* Problem to work on:
Give back, word for word, the lines in the listing below from the one holding "Left hand at" down to the one holding "middle dip: (1054, 681)", both ends included.

== Record excerpts ==

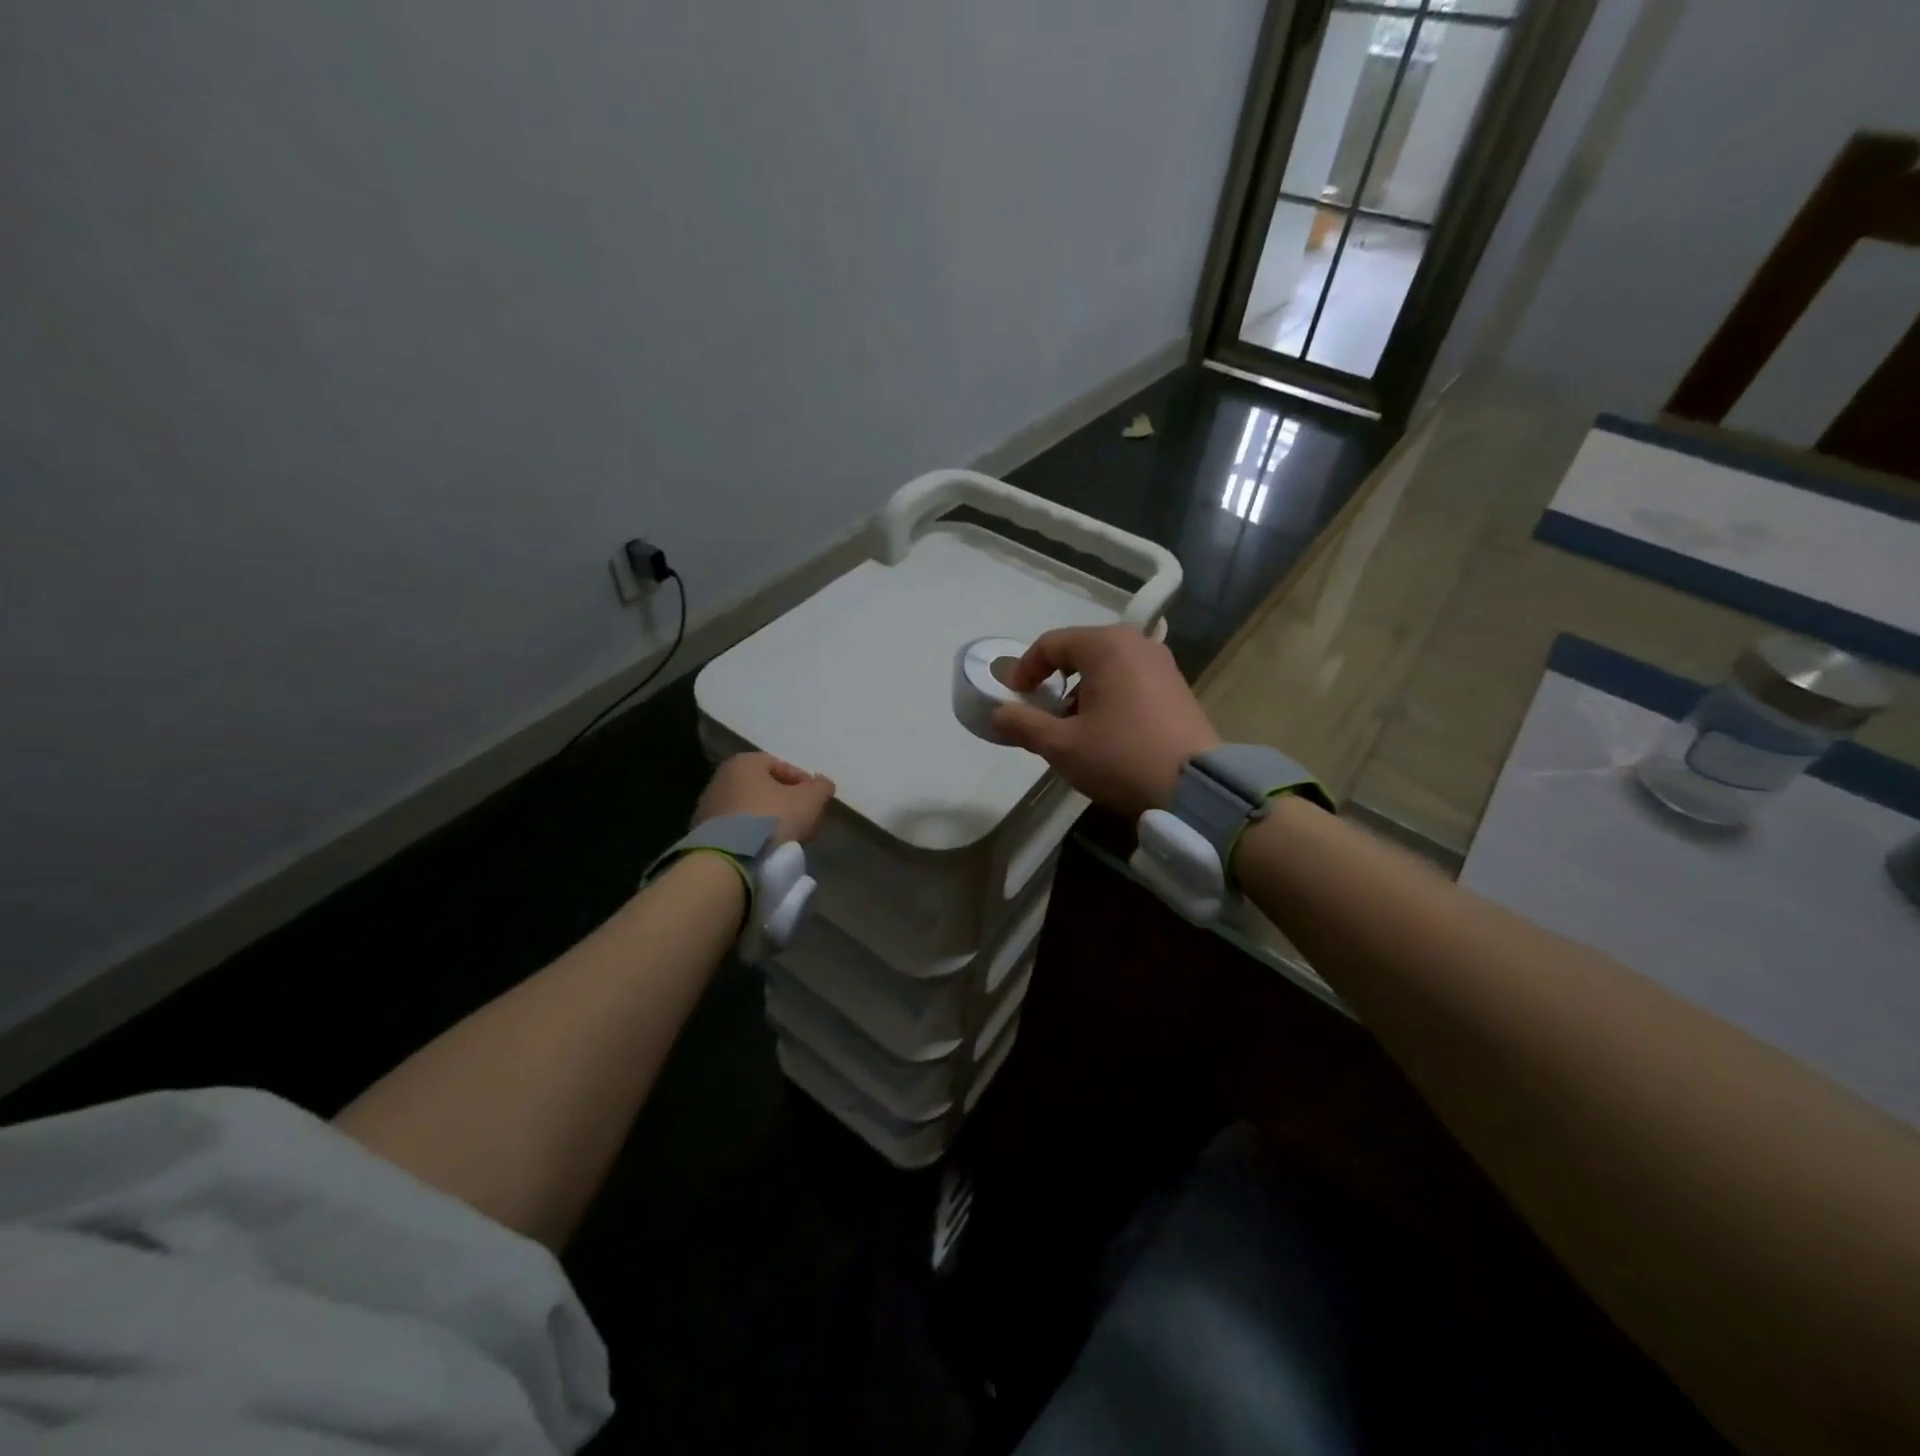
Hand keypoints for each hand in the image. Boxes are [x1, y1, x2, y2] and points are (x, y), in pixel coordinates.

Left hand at [695, 753, 835, 843]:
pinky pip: (737, 830)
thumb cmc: (772, 819)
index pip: (781, 765)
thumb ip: (821, 787)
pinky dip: (752, 836)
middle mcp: (721, 778)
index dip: (803, 783)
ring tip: (786, 839)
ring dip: (768, 820)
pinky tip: (765, 850)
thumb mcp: (809, 800)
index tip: (815, 801)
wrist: (729, 860)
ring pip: (749, 809)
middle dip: (784, 802)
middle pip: (763, 788)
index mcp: (744, 762)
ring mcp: (708, 807)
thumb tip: (823, 784)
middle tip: (802, 820)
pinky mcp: (703, 834)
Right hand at [991, 625, 1219, 817]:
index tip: (1014, 699)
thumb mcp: (1061, 745)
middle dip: (1054, 681)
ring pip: (1106, 667)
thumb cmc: (1121, 757)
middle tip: (1042, 714)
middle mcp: (1137, 643)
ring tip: (1073, 729)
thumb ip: (1023, 724)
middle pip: (1080, 651)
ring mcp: (1162, 664)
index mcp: (1107, 645)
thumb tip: (998, 713)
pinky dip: (1108, 696)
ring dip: (1081, 691)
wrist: (1196, 789)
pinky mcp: (1177, 687)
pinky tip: (1106, 732)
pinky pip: (1130, 680)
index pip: (1050, 644)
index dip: (1024, 670)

===

* Answer to this task:
Left hand at [695, 753, 835, 843]:
pinky pip: (737, 830)
thumb cmc: (772, 819)
index pip: (781, 765)
thumb ip: (821, 787)
pinky dip: (752, 836)
middle mcp: (721, 778)
index dip: (803, 783)
ring tip: (786, 839)
ring dip: (768, 820)
pinky tip: (765, 850)
thumb mcp: (809, 800)
index tip: (815, 801)
wrist: (729, 860)
ring pip: (749, 809)
middle dip: (784, 802)
middle pip: (763, 788)
index mcp: (744, 762)
ring mcp: (708, 807)
thumb tip: (823, 784)
middle tip: (802, 820)
pinky mcp: (703, 834)
Right hand at [991, 625, 1219, 817]:
index tip: (1014, 699)
thumb mcp: (1061, 745)
middle dip: (1054, 681)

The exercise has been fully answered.